Initial validation studies were conducted in patients with CF and at least one G551D CFTR gating variant (c.1652G>A, rs75527207); treatment was reported to improve lung function by >10%, enough to see a marked improvement in symptoms of CF [17]. Ivacaftor treatment was reported to result in improved pulmonary function tests as measured by the Forced Expiratory Volume in 1 second (FEV-1) by 10.4 – 17.5% over the course of 24 weeks, and this difference was maintained to the trial end at 48 weeks [18, 19]. Ivacaftor treatment was reported to improve weight gain (3.7 kg on ivacaftor compared with 1.8 kg on placebo over 24 weeks) and to decrease chloride concentration compared to baseline (−55.5 mmol/L ivacaftor compared to −1.8 mmol/L on placebo) in clinical trials with 6–11 year olds [18]. Changes in sweat chloride concentrations are often used as a biomarker of drug bioactivity for cystic fibrosis, though there is debate as to the validity of this measure [2022]. Improvement in chloride transport was reported in patients 12 years and older [19]. Respiratory improvements were reported after 2 weeks of treatment with ivacaftor compared to placebo [19].

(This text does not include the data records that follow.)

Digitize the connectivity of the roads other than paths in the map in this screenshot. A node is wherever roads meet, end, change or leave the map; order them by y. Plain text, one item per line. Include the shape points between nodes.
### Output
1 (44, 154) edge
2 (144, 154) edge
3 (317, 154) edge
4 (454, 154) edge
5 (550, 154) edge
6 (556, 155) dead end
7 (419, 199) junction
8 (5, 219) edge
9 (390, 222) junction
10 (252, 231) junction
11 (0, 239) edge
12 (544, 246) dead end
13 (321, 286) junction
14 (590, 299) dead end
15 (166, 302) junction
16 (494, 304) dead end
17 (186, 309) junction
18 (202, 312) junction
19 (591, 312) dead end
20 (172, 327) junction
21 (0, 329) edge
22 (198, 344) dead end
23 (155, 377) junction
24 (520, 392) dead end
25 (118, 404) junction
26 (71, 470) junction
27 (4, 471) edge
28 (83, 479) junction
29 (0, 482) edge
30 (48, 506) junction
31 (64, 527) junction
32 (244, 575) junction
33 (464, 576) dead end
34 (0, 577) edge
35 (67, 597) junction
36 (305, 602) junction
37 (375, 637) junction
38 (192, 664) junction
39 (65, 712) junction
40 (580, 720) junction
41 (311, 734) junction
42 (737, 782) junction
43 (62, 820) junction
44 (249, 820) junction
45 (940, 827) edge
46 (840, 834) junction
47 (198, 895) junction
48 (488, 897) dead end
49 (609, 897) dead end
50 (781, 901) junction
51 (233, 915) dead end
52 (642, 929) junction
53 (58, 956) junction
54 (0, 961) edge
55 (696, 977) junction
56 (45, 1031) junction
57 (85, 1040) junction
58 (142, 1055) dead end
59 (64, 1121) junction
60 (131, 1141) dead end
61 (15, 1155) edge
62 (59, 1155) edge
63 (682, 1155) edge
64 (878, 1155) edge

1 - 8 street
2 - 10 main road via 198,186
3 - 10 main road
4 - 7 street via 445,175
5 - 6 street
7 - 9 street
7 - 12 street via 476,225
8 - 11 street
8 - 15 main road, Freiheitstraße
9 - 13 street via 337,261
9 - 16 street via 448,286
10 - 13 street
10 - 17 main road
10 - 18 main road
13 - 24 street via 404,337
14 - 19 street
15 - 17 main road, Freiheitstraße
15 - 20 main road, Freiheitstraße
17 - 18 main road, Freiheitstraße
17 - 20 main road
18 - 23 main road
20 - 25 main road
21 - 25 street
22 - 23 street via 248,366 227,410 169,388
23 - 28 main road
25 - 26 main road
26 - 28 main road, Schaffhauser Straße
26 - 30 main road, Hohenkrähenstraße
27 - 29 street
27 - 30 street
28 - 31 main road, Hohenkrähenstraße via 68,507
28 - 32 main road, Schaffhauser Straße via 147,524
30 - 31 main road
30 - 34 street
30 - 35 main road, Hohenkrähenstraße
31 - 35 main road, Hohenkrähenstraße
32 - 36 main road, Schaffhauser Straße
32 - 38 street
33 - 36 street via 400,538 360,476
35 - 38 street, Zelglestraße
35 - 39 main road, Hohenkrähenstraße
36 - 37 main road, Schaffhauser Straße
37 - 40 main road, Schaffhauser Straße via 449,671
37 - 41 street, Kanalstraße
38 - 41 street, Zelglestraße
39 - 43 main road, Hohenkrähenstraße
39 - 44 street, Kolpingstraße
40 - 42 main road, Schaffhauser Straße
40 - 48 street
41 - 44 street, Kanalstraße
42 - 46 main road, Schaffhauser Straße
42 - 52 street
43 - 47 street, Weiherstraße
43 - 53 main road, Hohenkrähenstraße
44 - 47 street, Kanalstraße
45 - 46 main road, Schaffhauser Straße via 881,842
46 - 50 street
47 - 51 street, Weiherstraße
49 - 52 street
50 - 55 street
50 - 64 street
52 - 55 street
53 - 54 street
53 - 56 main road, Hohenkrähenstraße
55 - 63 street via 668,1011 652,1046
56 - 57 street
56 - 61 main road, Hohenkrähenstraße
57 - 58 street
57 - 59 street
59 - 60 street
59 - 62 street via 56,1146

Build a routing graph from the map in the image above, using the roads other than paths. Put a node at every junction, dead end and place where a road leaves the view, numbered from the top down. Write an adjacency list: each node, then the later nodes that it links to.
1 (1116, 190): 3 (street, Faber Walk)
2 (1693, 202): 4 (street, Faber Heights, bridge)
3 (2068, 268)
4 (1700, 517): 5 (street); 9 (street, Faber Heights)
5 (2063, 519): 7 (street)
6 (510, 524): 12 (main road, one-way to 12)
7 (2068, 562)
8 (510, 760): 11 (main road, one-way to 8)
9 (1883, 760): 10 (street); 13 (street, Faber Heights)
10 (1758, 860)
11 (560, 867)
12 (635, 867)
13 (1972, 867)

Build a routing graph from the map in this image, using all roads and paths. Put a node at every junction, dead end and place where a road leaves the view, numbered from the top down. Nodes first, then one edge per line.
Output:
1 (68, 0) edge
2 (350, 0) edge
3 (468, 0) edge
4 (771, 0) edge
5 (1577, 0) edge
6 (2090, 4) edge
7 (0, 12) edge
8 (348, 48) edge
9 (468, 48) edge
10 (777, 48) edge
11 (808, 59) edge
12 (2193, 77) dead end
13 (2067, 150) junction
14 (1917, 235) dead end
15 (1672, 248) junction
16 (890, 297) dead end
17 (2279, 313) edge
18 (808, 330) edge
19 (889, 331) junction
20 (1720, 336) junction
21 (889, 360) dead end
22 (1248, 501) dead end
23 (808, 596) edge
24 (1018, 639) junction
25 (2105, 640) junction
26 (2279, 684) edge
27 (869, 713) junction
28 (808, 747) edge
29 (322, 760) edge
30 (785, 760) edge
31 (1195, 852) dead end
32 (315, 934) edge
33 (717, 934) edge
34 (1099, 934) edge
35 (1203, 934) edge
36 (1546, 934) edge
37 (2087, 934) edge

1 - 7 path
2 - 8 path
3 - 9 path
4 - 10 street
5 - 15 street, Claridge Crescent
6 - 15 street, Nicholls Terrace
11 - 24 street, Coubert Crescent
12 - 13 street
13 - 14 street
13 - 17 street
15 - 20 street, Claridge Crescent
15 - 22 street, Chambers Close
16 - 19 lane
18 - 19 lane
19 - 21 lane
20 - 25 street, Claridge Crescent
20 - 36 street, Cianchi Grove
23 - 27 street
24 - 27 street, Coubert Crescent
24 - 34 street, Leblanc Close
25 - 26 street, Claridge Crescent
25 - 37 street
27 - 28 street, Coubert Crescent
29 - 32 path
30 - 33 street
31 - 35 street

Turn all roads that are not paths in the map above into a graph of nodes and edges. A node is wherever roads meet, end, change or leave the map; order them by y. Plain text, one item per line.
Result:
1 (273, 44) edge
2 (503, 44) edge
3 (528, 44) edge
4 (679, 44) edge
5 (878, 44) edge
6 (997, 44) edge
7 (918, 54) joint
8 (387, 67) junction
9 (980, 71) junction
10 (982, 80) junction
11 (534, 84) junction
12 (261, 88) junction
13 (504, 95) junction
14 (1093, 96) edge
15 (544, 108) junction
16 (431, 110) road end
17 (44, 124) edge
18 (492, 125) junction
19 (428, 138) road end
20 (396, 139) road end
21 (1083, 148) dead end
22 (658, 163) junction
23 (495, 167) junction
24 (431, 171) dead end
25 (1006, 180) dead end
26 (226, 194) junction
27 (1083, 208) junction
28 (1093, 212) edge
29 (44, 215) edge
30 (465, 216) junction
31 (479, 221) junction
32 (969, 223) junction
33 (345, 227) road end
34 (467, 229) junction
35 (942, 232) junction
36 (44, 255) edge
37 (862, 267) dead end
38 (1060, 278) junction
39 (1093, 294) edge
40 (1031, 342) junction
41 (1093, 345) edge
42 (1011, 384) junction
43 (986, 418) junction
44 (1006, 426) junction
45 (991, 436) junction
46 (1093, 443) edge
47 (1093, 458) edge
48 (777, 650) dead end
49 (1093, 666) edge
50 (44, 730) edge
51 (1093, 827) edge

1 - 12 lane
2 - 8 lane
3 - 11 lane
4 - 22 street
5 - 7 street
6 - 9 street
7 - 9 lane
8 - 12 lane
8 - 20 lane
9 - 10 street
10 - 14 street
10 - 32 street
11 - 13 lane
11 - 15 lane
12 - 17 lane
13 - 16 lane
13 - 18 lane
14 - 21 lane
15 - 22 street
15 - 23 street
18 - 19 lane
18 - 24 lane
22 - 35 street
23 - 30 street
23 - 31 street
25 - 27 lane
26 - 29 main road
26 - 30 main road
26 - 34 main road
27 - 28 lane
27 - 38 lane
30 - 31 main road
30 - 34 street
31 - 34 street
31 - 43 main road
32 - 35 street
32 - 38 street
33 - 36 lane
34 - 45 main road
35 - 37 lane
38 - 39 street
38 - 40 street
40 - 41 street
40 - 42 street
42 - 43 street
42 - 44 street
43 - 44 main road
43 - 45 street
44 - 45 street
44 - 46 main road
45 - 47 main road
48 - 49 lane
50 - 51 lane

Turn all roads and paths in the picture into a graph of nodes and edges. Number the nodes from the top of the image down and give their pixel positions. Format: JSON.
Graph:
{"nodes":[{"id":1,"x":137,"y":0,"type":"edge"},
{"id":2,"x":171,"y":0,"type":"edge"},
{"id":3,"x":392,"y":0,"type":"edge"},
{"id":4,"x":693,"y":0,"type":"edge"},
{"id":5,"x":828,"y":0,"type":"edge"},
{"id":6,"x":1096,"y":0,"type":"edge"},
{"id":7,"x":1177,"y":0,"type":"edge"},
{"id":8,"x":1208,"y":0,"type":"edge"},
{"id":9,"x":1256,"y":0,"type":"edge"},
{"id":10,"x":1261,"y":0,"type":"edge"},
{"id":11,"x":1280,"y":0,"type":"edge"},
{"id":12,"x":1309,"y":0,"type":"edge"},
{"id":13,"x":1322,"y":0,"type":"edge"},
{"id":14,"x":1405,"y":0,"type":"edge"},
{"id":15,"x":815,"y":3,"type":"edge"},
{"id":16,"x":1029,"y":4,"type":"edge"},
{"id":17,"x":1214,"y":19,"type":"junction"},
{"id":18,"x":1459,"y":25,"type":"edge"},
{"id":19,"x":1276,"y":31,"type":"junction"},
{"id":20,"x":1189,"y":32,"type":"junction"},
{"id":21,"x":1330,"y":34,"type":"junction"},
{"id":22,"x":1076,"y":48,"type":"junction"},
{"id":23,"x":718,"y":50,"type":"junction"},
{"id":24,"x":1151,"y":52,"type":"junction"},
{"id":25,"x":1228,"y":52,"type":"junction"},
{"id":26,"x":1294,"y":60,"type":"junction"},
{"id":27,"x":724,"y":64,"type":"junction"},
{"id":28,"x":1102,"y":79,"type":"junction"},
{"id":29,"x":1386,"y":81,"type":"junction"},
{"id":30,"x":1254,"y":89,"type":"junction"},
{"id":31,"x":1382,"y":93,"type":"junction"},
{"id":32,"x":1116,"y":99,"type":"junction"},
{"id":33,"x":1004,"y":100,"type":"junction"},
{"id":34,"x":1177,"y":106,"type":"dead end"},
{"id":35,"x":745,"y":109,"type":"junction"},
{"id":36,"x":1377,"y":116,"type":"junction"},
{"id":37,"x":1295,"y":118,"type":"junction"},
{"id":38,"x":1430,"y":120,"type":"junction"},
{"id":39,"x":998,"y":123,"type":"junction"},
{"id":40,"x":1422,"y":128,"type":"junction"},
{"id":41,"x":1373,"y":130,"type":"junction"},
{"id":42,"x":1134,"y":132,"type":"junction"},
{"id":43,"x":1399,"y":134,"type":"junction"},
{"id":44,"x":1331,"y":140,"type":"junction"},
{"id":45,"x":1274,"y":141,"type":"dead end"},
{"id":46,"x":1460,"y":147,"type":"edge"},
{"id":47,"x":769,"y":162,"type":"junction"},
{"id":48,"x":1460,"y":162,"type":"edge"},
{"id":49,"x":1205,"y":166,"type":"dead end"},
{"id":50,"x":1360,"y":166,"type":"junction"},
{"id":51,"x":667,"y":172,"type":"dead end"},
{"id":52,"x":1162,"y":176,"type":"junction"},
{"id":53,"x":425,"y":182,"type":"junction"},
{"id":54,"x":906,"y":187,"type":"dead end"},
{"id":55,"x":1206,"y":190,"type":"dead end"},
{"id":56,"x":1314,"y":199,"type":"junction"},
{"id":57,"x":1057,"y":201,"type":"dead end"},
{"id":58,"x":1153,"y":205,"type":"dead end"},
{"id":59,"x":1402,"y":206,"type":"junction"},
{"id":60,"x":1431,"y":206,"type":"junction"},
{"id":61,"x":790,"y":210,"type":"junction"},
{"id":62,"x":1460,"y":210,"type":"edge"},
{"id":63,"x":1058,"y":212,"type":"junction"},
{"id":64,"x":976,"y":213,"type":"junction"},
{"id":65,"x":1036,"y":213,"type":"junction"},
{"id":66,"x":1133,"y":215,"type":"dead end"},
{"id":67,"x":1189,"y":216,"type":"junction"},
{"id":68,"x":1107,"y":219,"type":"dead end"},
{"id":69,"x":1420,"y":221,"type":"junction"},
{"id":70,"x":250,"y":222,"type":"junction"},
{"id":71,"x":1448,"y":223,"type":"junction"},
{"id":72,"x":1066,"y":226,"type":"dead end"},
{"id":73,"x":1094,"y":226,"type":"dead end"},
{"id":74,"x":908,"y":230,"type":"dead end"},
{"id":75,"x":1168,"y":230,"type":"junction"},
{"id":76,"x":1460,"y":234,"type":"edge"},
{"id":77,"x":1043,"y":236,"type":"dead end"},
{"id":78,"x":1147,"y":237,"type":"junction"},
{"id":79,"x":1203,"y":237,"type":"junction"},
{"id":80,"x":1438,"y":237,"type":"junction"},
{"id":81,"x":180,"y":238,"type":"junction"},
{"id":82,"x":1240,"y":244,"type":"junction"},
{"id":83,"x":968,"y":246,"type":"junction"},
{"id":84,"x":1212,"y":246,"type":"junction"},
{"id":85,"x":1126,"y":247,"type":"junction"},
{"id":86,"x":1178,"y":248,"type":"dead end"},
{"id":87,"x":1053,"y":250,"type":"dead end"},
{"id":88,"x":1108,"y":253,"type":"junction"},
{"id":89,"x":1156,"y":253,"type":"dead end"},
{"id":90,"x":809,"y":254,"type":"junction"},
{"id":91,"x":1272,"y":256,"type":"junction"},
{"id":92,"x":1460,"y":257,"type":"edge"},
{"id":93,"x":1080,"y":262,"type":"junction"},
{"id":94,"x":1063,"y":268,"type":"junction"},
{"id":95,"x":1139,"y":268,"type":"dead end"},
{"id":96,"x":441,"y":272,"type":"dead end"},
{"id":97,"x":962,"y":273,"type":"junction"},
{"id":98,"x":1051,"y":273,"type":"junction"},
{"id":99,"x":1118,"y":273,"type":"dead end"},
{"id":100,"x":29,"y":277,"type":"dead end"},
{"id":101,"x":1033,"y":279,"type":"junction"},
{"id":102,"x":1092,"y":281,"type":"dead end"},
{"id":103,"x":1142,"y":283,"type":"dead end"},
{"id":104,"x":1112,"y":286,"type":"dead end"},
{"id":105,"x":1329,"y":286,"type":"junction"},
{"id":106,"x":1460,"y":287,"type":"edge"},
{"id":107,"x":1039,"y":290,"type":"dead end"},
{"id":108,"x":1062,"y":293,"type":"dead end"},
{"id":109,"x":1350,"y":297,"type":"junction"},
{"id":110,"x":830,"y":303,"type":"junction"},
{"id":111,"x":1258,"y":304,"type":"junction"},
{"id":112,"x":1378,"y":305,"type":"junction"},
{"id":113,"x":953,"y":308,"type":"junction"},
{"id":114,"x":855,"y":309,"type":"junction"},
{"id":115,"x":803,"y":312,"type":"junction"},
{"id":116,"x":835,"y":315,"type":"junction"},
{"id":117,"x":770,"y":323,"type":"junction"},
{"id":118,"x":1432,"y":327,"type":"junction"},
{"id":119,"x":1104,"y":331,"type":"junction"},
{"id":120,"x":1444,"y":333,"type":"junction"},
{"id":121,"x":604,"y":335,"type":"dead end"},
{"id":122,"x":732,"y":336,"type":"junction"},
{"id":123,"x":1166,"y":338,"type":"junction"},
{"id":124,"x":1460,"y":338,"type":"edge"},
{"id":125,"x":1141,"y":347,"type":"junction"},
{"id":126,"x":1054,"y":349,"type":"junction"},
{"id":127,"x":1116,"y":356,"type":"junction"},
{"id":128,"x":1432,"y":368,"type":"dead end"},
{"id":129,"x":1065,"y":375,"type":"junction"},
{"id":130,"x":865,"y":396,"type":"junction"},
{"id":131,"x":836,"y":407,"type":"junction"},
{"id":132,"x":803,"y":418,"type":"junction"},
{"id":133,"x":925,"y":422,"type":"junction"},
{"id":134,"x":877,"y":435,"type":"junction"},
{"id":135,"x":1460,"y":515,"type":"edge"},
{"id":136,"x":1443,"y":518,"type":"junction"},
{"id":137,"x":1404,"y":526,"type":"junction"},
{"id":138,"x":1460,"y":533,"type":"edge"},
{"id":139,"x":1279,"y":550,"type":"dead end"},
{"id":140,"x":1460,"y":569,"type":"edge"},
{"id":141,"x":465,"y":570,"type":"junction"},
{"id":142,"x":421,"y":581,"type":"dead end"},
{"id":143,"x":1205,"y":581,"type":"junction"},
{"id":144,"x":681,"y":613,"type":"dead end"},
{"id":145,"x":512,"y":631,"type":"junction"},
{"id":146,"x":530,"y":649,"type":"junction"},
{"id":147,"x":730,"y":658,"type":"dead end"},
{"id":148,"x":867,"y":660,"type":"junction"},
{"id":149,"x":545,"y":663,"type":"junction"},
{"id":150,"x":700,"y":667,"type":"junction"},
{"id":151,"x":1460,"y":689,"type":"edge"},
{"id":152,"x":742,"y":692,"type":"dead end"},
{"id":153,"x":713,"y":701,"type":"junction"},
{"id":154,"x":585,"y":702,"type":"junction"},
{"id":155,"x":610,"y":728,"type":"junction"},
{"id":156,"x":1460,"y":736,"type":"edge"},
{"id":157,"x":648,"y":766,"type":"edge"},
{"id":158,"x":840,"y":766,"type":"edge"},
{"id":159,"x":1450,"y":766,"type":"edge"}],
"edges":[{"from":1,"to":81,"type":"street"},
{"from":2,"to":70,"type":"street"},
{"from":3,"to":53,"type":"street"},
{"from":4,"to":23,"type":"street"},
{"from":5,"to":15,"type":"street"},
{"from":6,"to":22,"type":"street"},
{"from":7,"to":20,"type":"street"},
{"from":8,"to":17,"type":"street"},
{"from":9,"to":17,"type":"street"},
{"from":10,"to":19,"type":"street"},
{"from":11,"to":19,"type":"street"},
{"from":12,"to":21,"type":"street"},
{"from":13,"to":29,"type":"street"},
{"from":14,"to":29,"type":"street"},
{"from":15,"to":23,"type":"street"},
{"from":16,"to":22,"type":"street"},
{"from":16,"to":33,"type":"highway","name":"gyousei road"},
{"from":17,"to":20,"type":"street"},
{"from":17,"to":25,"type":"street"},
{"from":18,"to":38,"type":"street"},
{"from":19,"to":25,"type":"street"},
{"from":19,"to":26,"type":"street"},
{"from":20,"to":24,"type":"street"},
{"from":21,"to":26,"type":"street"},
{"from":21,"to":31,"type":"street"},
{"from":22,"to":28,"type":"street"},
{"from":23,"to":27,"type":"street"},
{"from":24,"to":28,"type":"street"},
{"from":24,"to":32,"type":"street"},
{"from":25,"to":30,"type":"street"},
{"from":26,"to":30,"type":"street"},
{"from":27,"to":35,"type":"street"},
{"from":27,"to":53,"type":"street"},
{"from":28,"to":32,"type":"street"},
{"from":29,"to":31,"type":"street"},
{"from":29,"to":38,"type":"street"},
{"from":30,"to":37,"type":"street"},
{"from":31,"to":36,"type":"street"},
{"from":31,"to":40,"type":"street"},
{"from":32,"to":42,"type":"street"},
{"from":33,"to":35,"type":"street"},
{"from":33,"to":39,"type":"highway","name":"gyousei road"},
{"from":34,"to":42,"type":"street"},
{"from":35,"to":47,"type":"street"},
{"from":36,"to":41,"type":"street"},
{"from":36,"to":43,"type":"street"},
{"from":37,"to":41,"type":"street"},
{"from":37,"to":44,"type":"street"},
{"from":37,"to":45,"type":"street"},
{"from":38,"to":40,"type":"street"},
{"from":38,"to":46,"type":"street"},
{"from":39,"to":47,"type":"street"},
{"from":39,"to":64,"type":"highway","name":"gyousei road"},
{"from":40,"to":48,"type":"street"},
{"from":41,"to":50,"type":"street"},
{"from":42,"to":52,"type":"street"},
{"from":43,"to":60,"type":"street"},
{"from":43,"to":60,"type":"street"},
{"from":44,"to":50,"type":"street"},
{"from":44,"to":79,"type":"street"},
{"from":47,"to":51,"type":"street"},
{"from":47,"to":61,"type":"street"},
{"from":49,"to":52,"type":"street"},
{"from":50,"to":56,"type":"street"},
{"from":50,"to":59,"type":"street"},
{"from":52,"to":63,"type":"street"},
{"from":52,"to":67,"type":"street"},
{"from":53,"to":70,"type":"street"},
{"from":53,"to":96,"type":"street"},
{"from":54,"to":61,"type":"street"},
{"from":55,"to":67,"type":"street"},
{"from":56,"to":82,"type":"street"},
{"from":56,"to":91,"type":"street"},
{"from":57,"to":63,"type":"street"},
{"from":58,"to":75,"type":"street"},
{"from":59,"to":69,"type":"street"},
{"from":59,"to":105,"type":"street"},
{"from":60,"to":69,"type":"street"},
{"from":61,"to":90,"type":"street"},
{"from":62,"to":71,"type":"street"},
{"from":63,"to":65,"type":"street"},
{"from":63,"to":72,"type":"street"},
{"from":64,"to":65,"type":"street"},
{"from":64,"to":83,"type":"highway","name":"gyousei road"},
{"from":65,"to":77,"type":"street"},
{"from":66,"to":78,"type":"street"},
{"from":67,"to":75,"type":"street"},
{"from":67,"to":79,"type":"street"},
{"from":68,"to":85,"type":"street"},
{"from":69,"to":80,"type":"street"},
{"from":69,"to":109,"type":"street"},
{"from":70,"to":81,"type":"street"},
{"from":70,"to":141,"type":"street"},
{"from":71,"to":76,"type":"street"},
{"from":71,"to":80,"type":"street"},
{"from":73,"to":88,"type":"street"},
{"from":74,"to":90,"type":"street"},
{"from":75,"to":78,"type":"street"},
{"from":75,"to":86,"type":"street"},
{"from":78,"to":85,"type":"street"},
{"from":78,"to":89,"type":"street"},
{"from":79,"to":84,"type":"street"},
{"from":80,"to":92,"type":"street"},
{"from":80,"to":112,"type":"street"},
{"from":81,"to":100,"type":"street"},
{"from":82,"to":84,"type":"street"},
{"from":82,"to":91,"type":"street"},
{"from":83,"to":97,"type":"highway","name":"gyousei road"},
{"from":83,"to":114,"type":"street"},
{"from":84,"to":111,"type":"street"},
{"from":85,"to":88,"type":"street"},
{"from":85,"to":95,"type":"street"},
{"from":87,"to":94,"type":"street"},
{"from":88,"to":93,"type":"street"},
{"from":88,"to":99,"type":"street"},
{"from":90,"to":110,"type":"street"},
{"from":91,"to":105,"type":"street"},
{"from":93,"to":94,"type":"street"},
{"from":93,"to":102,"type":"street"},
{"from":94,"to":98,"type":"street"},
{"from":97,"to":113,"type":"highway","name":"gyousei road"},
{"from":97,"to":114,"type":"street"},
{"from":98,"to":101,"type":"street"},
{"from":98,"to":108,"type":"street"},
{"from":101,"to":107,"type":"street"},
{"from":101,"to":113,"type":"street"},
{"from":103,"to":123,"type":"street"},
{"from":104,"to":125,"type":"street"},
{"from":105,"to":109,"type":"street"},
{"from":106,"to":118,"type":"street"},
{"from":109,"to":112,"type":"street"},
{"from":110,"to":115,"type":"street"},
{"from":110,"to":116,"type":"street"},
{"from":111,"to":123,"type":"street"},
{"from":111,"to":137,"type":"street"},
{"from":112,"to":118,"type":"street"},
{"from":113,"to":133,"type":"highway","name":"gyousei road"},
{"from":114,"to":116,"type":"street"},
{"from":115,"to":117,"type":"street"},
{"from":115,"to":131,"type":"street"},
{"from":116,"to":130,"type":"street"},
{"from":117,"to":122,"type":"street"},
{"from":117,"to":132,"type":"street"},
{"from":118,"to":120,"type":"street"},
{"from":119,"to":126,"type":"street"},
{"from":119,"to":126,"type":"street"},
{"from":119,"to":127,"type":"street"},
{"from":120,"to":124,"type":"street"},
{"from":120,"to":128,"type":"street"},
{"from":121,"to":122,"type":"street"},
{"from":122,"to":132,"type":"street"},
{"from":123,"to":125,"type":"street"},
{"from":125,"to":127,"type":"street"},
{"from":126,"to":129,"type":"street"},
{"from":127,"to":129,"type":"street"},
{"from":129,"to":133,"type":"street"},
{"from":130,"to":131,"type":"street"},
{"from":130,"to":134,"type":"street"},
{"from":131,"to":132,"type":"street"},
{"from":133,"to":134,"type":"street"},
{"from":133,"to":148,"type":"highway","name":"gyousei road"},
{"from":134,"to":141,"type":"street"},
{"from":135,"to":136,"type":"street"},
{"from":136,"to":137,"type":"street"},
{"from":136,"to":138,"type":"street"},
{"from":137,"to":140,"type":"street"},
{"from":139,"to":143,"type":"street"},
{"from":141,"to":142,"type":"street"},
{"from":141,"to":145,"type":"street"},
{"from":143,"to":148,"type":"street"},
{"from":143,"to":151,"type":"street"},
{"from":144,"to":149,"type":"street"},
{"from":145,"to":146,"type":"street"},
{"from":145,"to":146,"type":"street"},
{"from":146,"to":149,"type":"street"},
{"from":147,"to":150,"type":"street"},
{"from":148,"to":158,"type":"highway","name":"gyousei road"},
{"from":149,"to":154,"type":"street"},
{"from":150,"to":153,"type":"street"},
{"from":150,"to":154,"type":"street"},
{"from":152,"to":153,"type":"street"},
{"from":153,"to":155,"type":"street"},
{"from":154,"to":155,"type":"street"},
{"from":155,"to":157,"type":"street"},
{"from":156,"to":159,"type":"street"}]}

Trials in patients homozygous for the F508del variant (c.1521_1523delCTT; rs113993960 or rs199826652), which is not a gating variant and instead prevents CFTR protein from exiting the endoplasmic reticulum and localizing to the cell membrane (figure 1), showed no improvement with ivacaftor treatment alone [23]. However, a combination drug of ivacaftor with lumacaftor (VX-809) was approved by the FDA and European Medicines Agency (EMA) in 2015 for use in patients homozygous for the F508del allele [24]. Lumacaftor is reported to restore CFTR function to about 15% of normal in lower airway epithelial cells derived from patients homozygous for the F508del allele by chaperoning protein folding [11]. By ameliorating the folding malfunction caused by that allele, lumacaftor is thought to enable the localization of F508del CFTR to the cell membrane [11]. When lumacaftor is combined with ivacaftor, the F508del CFTR folding repair from lumacaftor combined with increased potentiation from ivacaftor is reported to result in a 30% improvement of CFTR function in lower airway epithelial cells derived from individuals homozygous for the F508del allele [11]. Phase 2 and 3 trials have also shown clinically meaningful efficacy in patients homozygous for the F508del allele, with results measured by change in chloride concentration and FEV-1 [11].

Pharmacogenetics

CFTR has two nucleotide binding domains and two membrane spanning domains, and variants can occur throughout all regions [25]. Shuttled from the golgi to the apical membrane in secretory vesicles, CFTR turns over at a rate of 10% per minute and has a half life of 12–24 hours [25]. More than 2000 variants have been identified in the CFTR gene, though only 127 have been confirmed to be pathogenic [26]. The American College of Medical Genetics guidelines include 23 of these variants in their recommended panel for determining carrier status for cystic fibrosis [27].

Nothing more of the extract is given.